The method checks if there is already a destination schema in the stored schema mappings. As each schema should be managed by one mapping only, if the method returns None then the source can be store safely. Otherwise the action. The method doesn’t take any decision leaving this to the calling methods. The method assumes there is a database connection active. The method returns a list or none. If the list is returned then contains the count and the destination schema name that are already present in the replica catalogue.
- Parameters:
exclude_current_source – If set to true the check excludes the current source name from the check.
- Returns:
the schema already mapped in the replica catalogue.
- Return type:
list
- check_source()[source]¶
The method checks if the source name stored in the class variable self.source is already present. As this method is used in both add and drop source it just retuns the count of the sources. Any decision about the source is left to the calling method. The method assumes there is a database connection active.
- check_source_consistent()[source]¶
This method checks if the database is consistent using the source’s high watermark and the source’s flab b_consistent. If the batch data is larger than the source’s high watermark then the source is marked consistent and all the log data stored witth the source’s tables are set to null in order to ensure all the tables are replicated.
- clean_batch_data()[source]¶
This method removes all the batch data for the source id stored in the class varible self.i_id_source.
The method assumes there is a database connection active.

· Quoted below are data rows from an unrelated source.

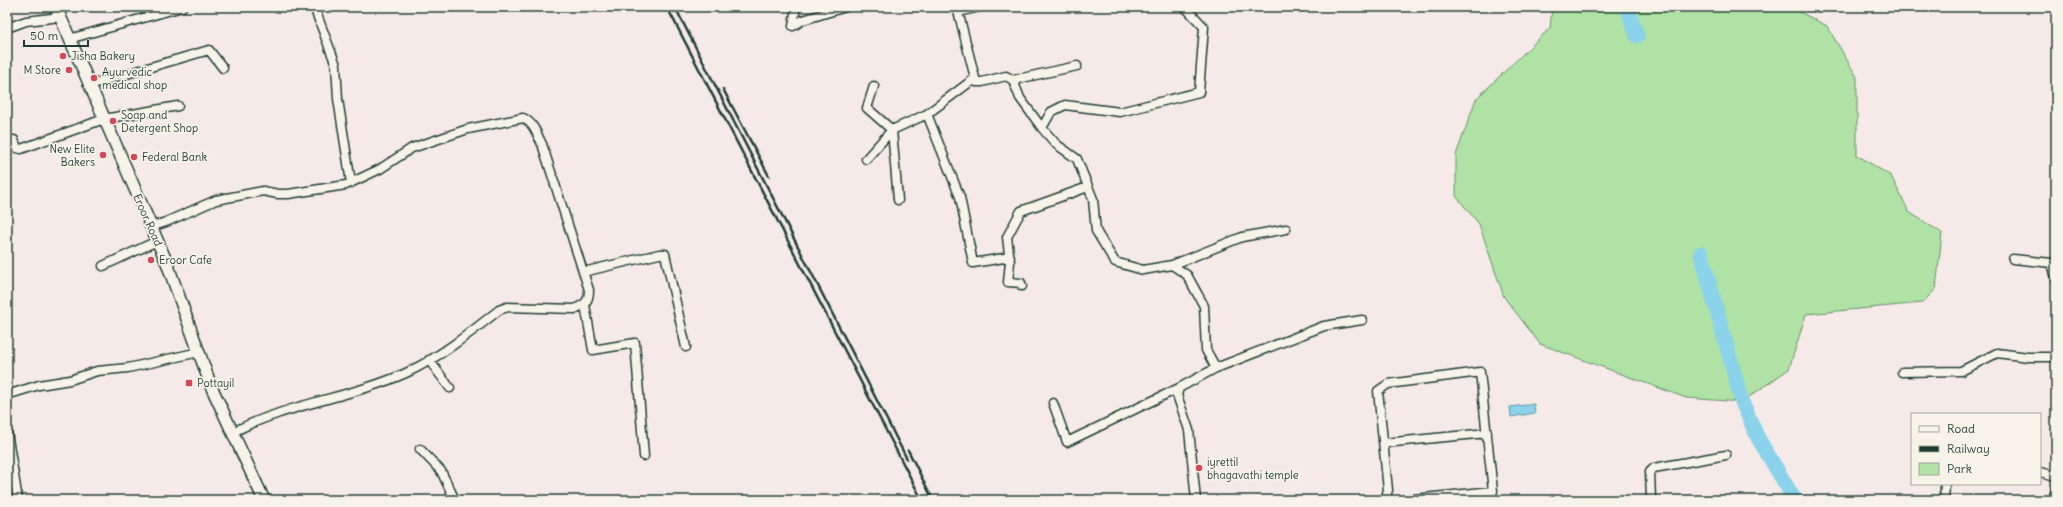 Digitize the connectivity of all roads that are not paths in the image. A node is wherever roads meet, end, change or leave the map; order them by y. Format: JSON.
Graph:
{"nodes":[{"id":1,"x":182,"y":7,"type":"edge"},
{"id":2,"x":314,"y":7,"type":"edge"},
{"id":3,"x":796,"y":7,"type":"edge"},
{"id":4,"x":846,"y":7,"type":"edge"},
{"id":5,"x":980,"y":7,"type":"edge"},
{"id":6,"x":1185,"y":7,"type":"edge"},
{"id":7,"x":956,"y":9,"type":"edge"},
{"id":8,"x":58,"y":12,"type":"edge"},
{"id":9,"x":7,"y":28,"type":"edge"},
{"id":10,"x":70,"y":39,"type":"junction"},
{"id":11,"x":1077,"y":66,"type":"dead end"},
{"id":12,"x":223,"y":68,"type":"dead end"},
{"id":13,"x":974,"y":79,"type":"junction"},
{"id":14,"x":1013,"y":80,"type":"junction"},
{"id":15,"x":89,"y":85,"type":"junction"},
{"id":16,"x":874,"y":86,"type":"dead end"},
{"id":17,"x":178,"y":106,"type":"dead end"},
{"id":18,"x":927,"y":114,"type":"junction"},
{"id":19,"x":104,"y":119,"type":"junction"},
{"id":20,"x":1042,"y":128,"type":"junction"},
{"id":21,"x":892,"y":130,"type":"junction"},
{"id":22,"x":7,"y":141,"type":"edge"},
{"id":23,"x":866,"y":158,"type":"dead end"},
{"id":24,"x":351,"y":183,"type":"junction"},
{"id":25,"x":1088,"y":187,"type":"junction"},
{"id":26,"x":898,"y":200,"type":"dead end"},
{"id":27,"x":151,"y":227,"type":"junction"},
{"id":28,"x":1286,"y":229,"type":"dead end"},
{"id":29,"x":157,"y":241,"type":"junction"},
{"id":30,"x":1010,"y":257,"type":"junction"},
{"id":31,"x":2013,"y":259,"type":"dead end"},
{"id":32,"x":1172,"y":265,"type":"junction"},
{"id":33,"x":103,"y":266,"type":"dead end"},
{"id":34,"x":582,"y":272,"type":"junction"},
{"id":35,"x":2056,"y":278,"type":"edge"},
{"id":36,"x":1022,"y":286,"type":"dead end"},
{"id":37,"x":585,"y":305,"type":"junction"},
{"id":38,"x":1362,"y":320,"type":"dead end"},
{"id":39,"x":686,"y":347,"type":"dead end"},
{"id":40,"x":199,"y":352,"type":"junction"},
{"id":41,"x":2056,"y":357,"type":"edge"},
{"id":42,"x":429,"y":360,"type":"junction"},
{"id":43,"x":1216,"y":368,"type":"junction"},
{"id":44,"x":1902,"y":372,"type":"dead end"},
{"id":45,"x":450,"y":388,"type":"dead end"},
{"id":46,"x":1179,"y":388,"type":"junction"},
{"id":47,"x":7,"y":395,"type":"edge"},
{"id":48,"x":1053,"y":403,"type":"dead end"},
{"id":49,"x":7,"y":432,"type":"edge"},
{"id":50,"x":233,"y":432,"type":"junction"},
{"id":51,"x":1487,"y":433,"type":"junction"},
{"id":52,"x":1384,"y":443,"type":"junction"},
{"id":53,"x":420,"y":449,"type":"dead end"},
{"id":54,"x":1726,"y":455,"type":"dead end"},
{"id":55,"x":644,"y":456,"type":"dead end"},
{"id":56,"x":2041,"y":472,"type":"edge"},
{"id":57,"x":2056,"y":476,"type":"edge"},
{"id":58,"x":1945,"y":485,"type":"edge"},
{"id":59,"x":2056,"y":489,"type":"edge"},
{"id":60,"x":18,"y":500,"type":"edge"},
{"id":61,"x":264,"y":500,"type":"edge"},
{"id":62,"x":455,"y":500,"type":"edge"},
{"id":63,"x":1196,"y":500,"type":"edge"},
{"id":64,"x":1387,"y":500,"type":"edge"},
{"id":65,"x":1404,"y":500,"type":"edge"},
{"id":66,"x":1651,"y":500,"type":"edge"},
{"id":67,"x":1944,"y":500,"type":"edge"},
{"id":68,"x":2053,"y":500,"type":"edge"}],
"edges":[{"from":1,"to":10,"type":"street"},
{"from":2,"to":24,"type":"street"},
{"from":3,"to":4,"type":"street"},
{"from":5,"to":7,"type":"street"},
{"from":6,"to":20,"type":"street"},
{"from":7,"to":13,"type":"street"},
{"from":8,"to":9,"type":"street"},
{"from":8,"to":10,"type":"main road","name":"Eroor Road"},
{"from":10,"to":15,"type":"main road","name":"Eroor Road"},
{"from":11,"to":14,"type":"street"},
{"from":12,"to":15,"type":"street"},
{"from":13,"to":14,"type":"street"},
{"from":13,"to":18,"type":"street"},
{"from":14,"to":20,"type":"street"},
{"from":15,"to":19,"type":"main road","name":"Eroor Road"},
{"from":16,"to":21,"type":"street"},
{"from":17,"to":19,"type":"street"},
{"from":18,"to":21,"type":"street"},
{"from":18,"to":30,"type":"street"},
{"from":19,"to":22,"type":"street"},
{"from":19,"to":27,"type":"main road","name":"Eroor Road"},
{"from":20,"to":25,"type":"street"},
{"from":21,"to":23,"type":"street"},
{"from":21,"to":26,"type":"street"},
{"from":24,"to":27,"type":"street"},
{"from":24,"to":34,"type":"street"},
{"from":25,"to":30,"type":"street"},
{"from":25,"to":32,"type":"street"},
{"from":27,"to":29,"type":"main road","name":"Eroor Road"},
{"from":28,"to":32,"type":"street"},
{"from":29,"to":33,"type":"street"},
{"from":29,"to":40,"type":"main road","name":"Eroor Road"},
{"from":30,"to":36,"type":"street"},
{"from":31,"to":35,"type":"street"},
{"from":32,"to":43,"type":"street"},
{"from":34,"to":37,"type":"street"},
{"from":34,"to":39,"type":"street"},
{"from":37,"to":42,"type":"street"},
{"from":37,"to":55,"type":"street"},
{"from":38,"to":43,"type":"street"},
{"from":40,"to":47,"type":"street"},
{"from":40,"to":50,"type":"main road","name":"Eroor Road"},
{"from":41,"to":44,"type":"street"},
{"from":42,"to":45,"type":"street"},
{"from":42,"to":50,"type":"street"},
{"from":43,"to":46,"type":"street"},
{"from":46,"to":48,"type":"street"},
{"from":46,"to":63,"type":"street"},
{"from":49,"to":60,"type":"street"},
{"from":50,"to":61,"type":"main road","name":"Eroor Road"},
{"from":51,"to":52,"type":"street"},
{"from":51,"to":52,"type":"street"},
{"from":51,"to":65,"type":"street"},
{"from":52,"to":64,"type":"street"},
{"from":53,"to":62,"type":"street"},
{"from":54,"to":66,"type":"street"},
{"from":56,"to":57,"type":"street"},
{"from":58,"to":67,"type":"street"},
{"from":59,"to":68,"type":"street"}]}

- clean_not_processed_batches()[source]¶
The method cleans up the not processed batches rows from the table sch_chameleon.t_log_replica. The method should be executed only before starting a replica process. The method assumes there is a database connection active.
- cleanup_idx_cons(schema, table)[source]¶
The method cleansup the constraint and indices for the given table using the statements collected in collect_idx_cons. :param schema: the table’s schema :param table: the table’s name
- cleanup_replayed_batches()[source]¶
The method cleanup the replayed batches for the given source accordingly with the source’s parameter batch_retention
- cleanup_source_tables()[source]¶
The method cleans up the tables for active source in sch_chameleon.t_replica_tables.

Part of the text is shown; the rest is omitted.